In a recent study published in Applied Physics Letters, a team of researchers at the University of Michigan (U-M) have built a ferroelectric semiconductor with a thickness of only five nanometers, equivalent to 50 atoms, in an attempt to eventually integrate this technology with conventional components used in smartphones and computers, along with expanding both artificial intelligence (AI) and sensing proficiencies and could also result in batteryless devices which is critical for the Internet of Things (IoT), such as smart homes and industrial safety systems.
"This will allow the realization of ultra-efficient, ultra-low-power, fully integrated devices with mainstream semiconductors," said Dr. Zetian Mi, who is a U-M professor of electrical and computer engineering, and a co-author on the study. "This will be very important for future AI and IoT-related devices."

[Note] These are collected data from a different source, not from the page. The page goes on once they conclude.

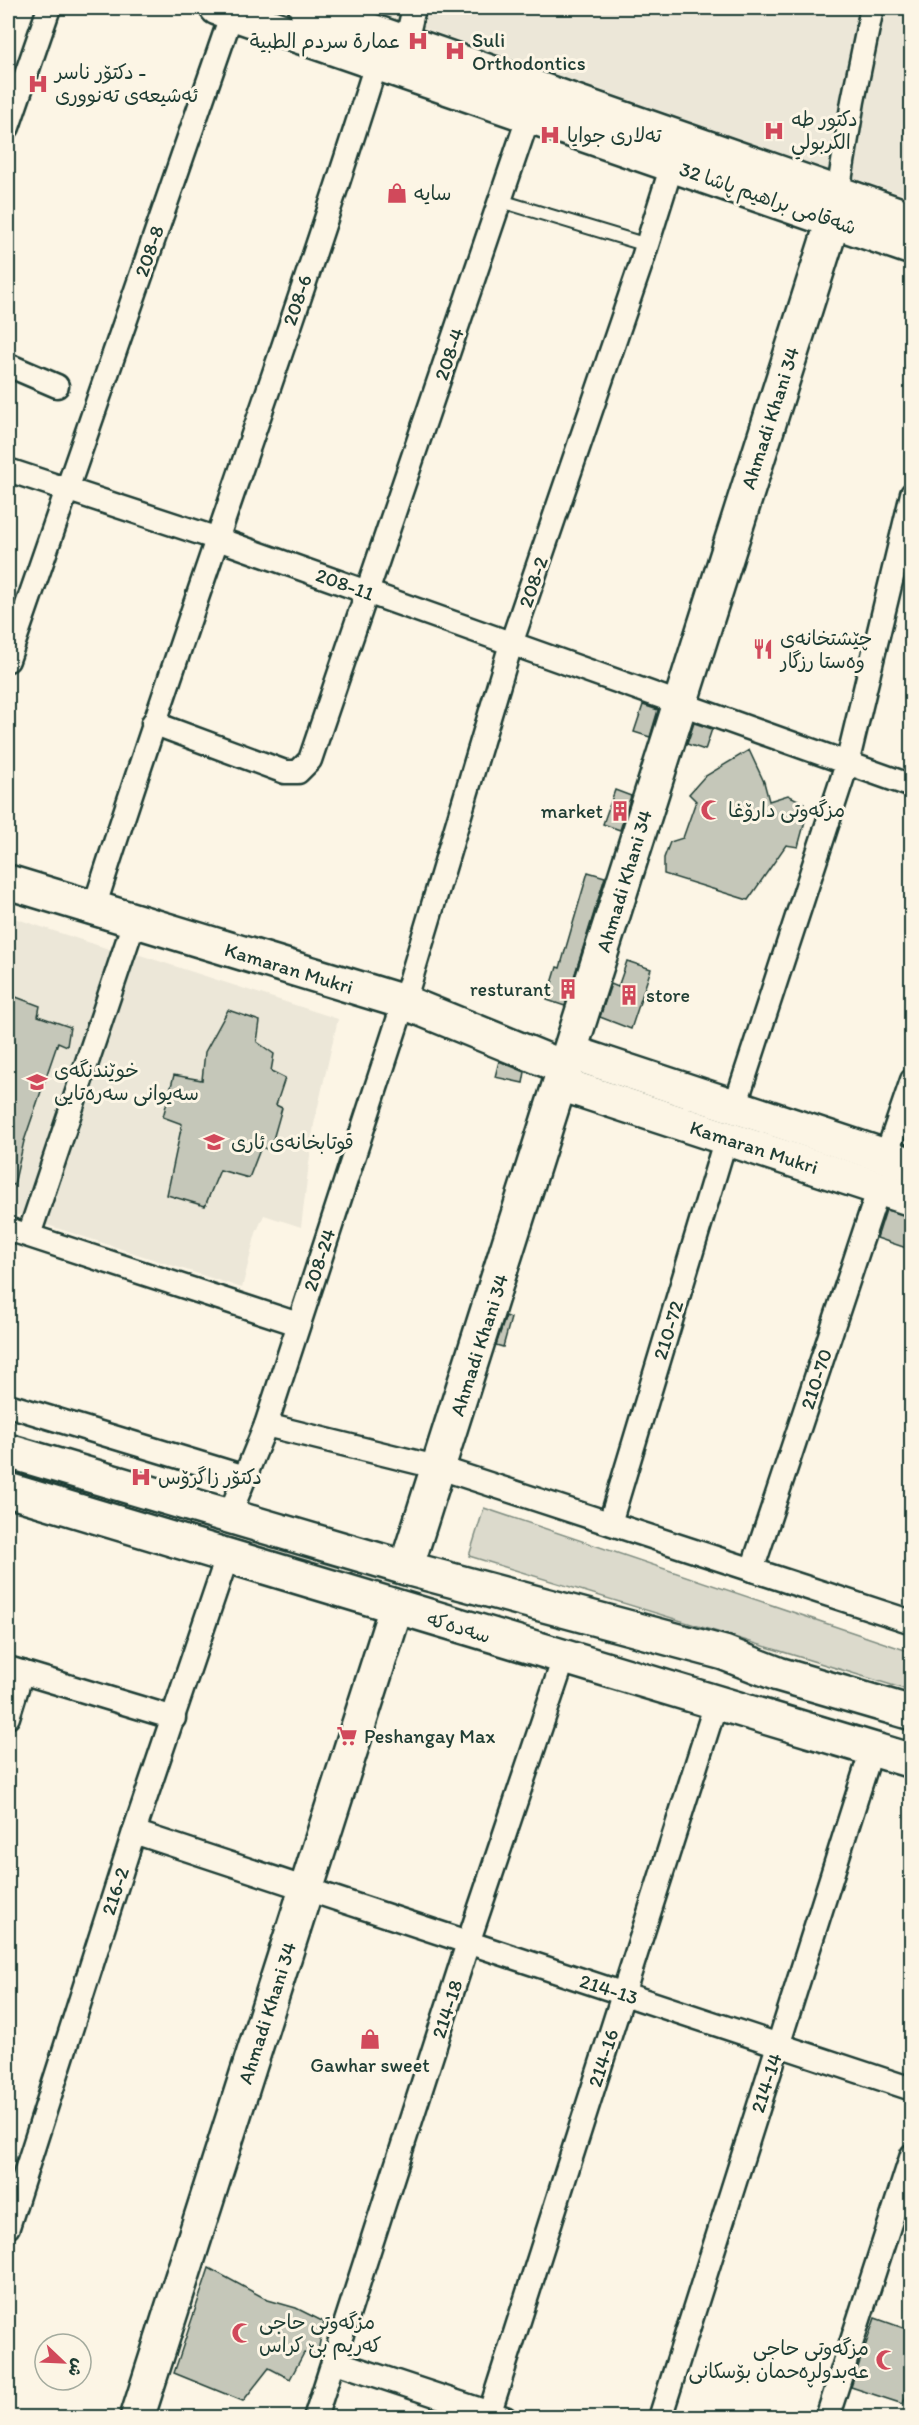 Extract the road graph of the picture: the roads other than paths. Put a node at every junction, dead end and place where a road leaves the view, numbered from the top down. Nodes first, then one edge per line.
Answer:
1 (49, 8) edge
2 (306, 8) edge
3 (414, 8) edge
4 (872, 8) edge
5 (224, 10) edge
6 (406, 42) junction
7 (377, 61) junction
8 (529, 116) junction
9 (8, 126) edge
10 (672, 165) junction
11 (501, 201) junction
12 (835, 207) junction
13 (912, 219) edge
14 (647, 245) junction
15 (912, 248) edge
16 (8, 364) edge
17 (57, 386) dead end
18 (8, 470) edge
19 (67, 490) junction
20 (912, 494) edge
21 (215, 538) junction
22 (369, 593) junction
23 (511, 644) junction
24 (8, 660) edge
25 (680, 704) junction
26 (153, 723) junction
27 (847, 764) junction
28 (912, 786) edge
29 (8, 882) edge
30 (94, 908) junction
31 (134, 922) junction
32 (404, 1002) junction
33 (566, 1068) junction
34 (912, 1080) edge
35 (735, 1106) junction
36 (726, 1138) junction
37 (899, 1160) edge
38 (879, 1188) junction
39 (912, 1199) edge
40 (18, 1232) edge
41 (298, 1324) junction
42 (8, 1404) edge
43 (266, 1425) junction
44 (8, 1451) edge
45 (440, 1468) junction
46 (245, 1477) junction
47 (8, 1491) edge
48 (229, 1516) junction
49 (610, 1523) junction
50 (227, 1557) junction
51 (406, 1568) junction
52 (752, 1570) junction
53 (396, 1608) junction
54 (912, 1622) edge
55 (564, 1658) junction
56 (15, 1670) edge
57 (778, 1674) junction
58 (867, 1701) junction
59 (716, 1703) junction
60 (912, 1713) edge
61 (8, 1717) edge
62 (764, 1717) junction
63 (174, 1718) junction
64 (862, 1747) junction
65 (912, 1761) edge
66 (134, 1833) junction
67 (306, 1890) junction
68 (468, 1943) junction
69 (623, 1994) junction
70 (778, 2045) junction
71 (912, 2089) edge
72 (912, 2155) edge
73 (8, 2227) edge
74 (333, 2361) junction
75 (494, 2416) edge
76 (137, 2418) edge
77 (315, 2418) edge
78 (660, 2418) edge
79 (827, 2418) edge

1 - 9 street
2 - 6 street, شەقامی براهیم پاشا 32
3 - 6 street
4 - 12 street
5 - 7 street, شەقامی براهیم پاشا 32
5 - 19 street, 208-8
6 - 12 street, شەقامی براهیم پاشا 32
7 - 8 street, شەقامی براهیم پاشا 32
7 - 21 street, 208-6
8 - 10 street, شەقامی براهیم پاشا 32
8 - 11 street, 208-4
10 - 12 street, شەقامی براهیم پاشا 32
10 - 14 street, 208-2
11 - 14 lane
11 - 22 street, 208-4
12 - 13 street, شەقامی براهیم پاشا 32
12 - 15 street, شەقامی براهیم پاشا 32
12 - 25 street, Ahmadi Khani 34
14 - 23 street, 208-2
16 - 17 street
18 - 19 street, 208-11
19 - 21 street, 208-11
19 - 24 street, 208-8
20 - 27 street
21 - 22 street, 208-11
21 - 26 street, 208-6
22 - 23 street, 208-11
22 - 26 street, 208-4
23 - 25 street, 208-11
23 - 32 street, 208-2
25 - 27 street, 208-11
25 - 33 street, Ahmadi Khani 34
26 - 30 street, 208-6
27 - 28 street, 208-11
27 - 35 street
29 - 30 street, Kamaran Mukri
30 - 31 street, Kamaran Mukri
31 - 32 street, Kamaran Mukri
31 - 40 street
32 - 33 street, Kamaran Mukri
32 - 41 street, 208-24
33 - 35 street, Kamaran Mukri
33 - 36 street, Kamaran Mukri
33 - 45 street, Ahmadi Khani 34
34 - 37 street
35 - 37 street, Kamaran Mukri
36 - 38 street, Kamaran Mukri
36 - 49 street, 210-72
38 - 39 street, Kamaran Mukri
38 - 52 street, 210-70
40 - 41 street
41 - 43 street, 208-24
42 - 46 street
43 - 45 street
43 - 46 street, 208-24
44 - 48 street
45 - 49 street
45 - 51 street, Ahmadi Khani 34
46 - 48 street, 208-24
47 - 50 street, سەدەکە
48 - 51 street
49 - 52 street
50 - 53 street, سەدەکە
50 - 63 street, 216-2
51 - 57 street
52 - 54 street
53 - 55 street, سەدەکە
53 - 67 street, Ahmadi Khani 34
55 - 59 street, سەدەکە
55 - 68 street, 214-18
56 - 61 street
56 - 63 street
57 - 58 street
57 - 62 street
58 - 60 street
58 - 64 street
59 - 62 street, سەدەکە
59 - 69 street, 214-16
62 - 64 street, سەدەکە
63 - 66 street, 216-2
64 - 65 street, سەدەکە
64 - 70 street, 214-14
66 - 67 street, 214-13
66 - 73 street, 216-2
67 - 68 street, 214-13
67 - 76 street, Ahmadi Khani 34
68 - 69 street, 214-13
68 - 74 street, 214-18
69 - 70 street, 214-13
69 - 75 street, 214-16
70 - 71 street, 214-13
70 - 78 street, 214-14
72 - 79 street
74 - 75 street
74 - 77 street, 214-18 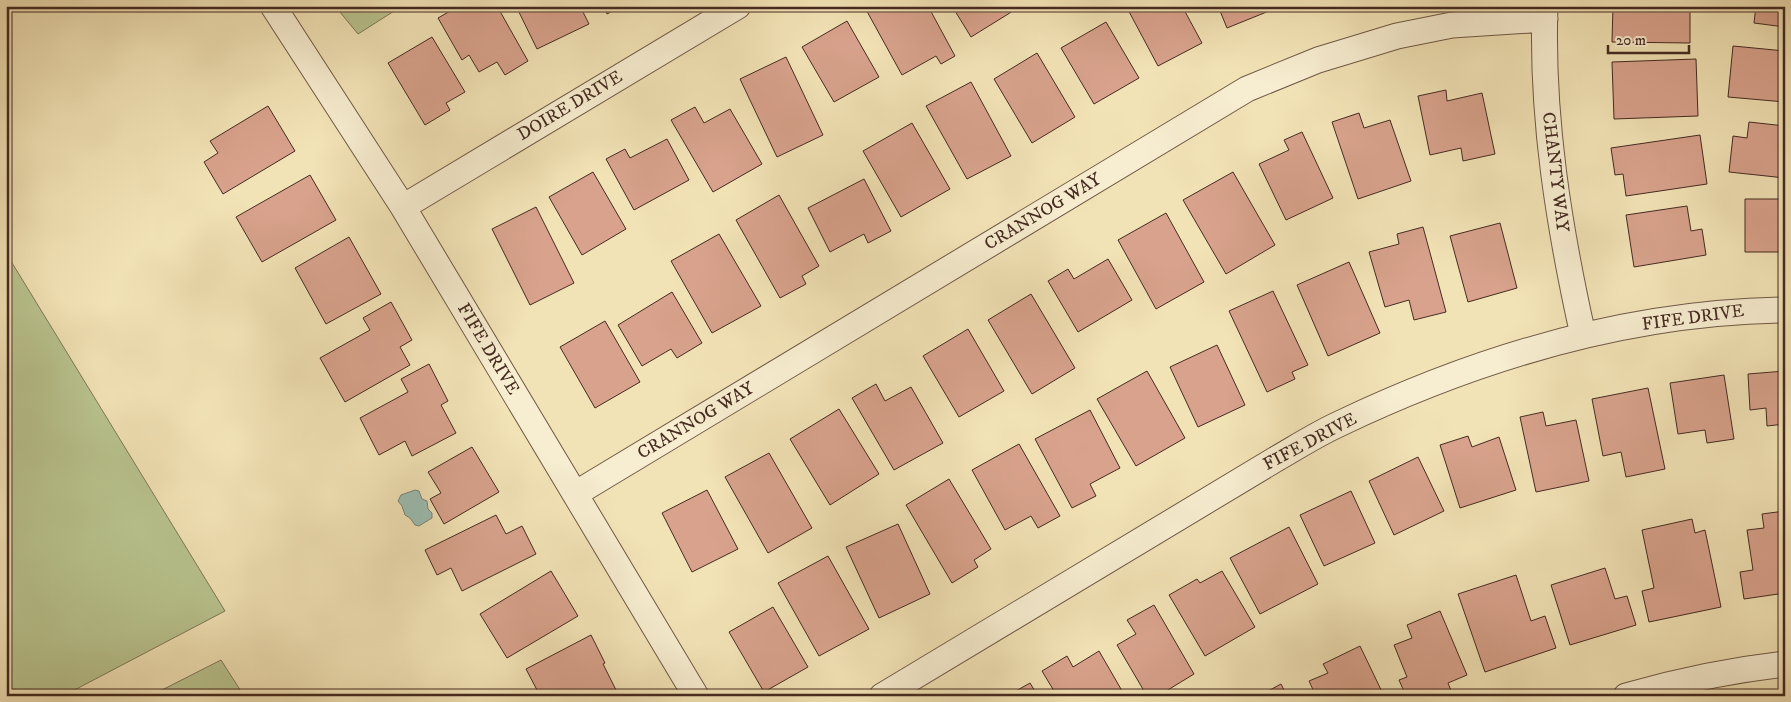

For the study, the researchers were successful in using a method called molecular beam epitaxy, thus improving on previous studies from the same research team involving ferroelectric behavior in semiconductors. This new approach, often used to create semiconductor crystals to power the lasers in DVD and CD layers, allowed the team to create a crystal only five nanometers thick, which is the smallest ever accomplished.
"By reducing the thickness, we showed that there is a high possibility that we can reduce the operation voltage," said Dr. Ding Wang, who is a research scientist in electrical and computer engineering, and first author of the study. "This means we can reduce the size of the devices and reduce the power consumption during operation."
Along with achieving a smaller size, the researchers are also able to examine the material’s properties while pushing the boundaries of its production capabilities at smaller scales. This could also expand the potential for uses in quantum technologies due to its atypical acoustic and optical characteristics.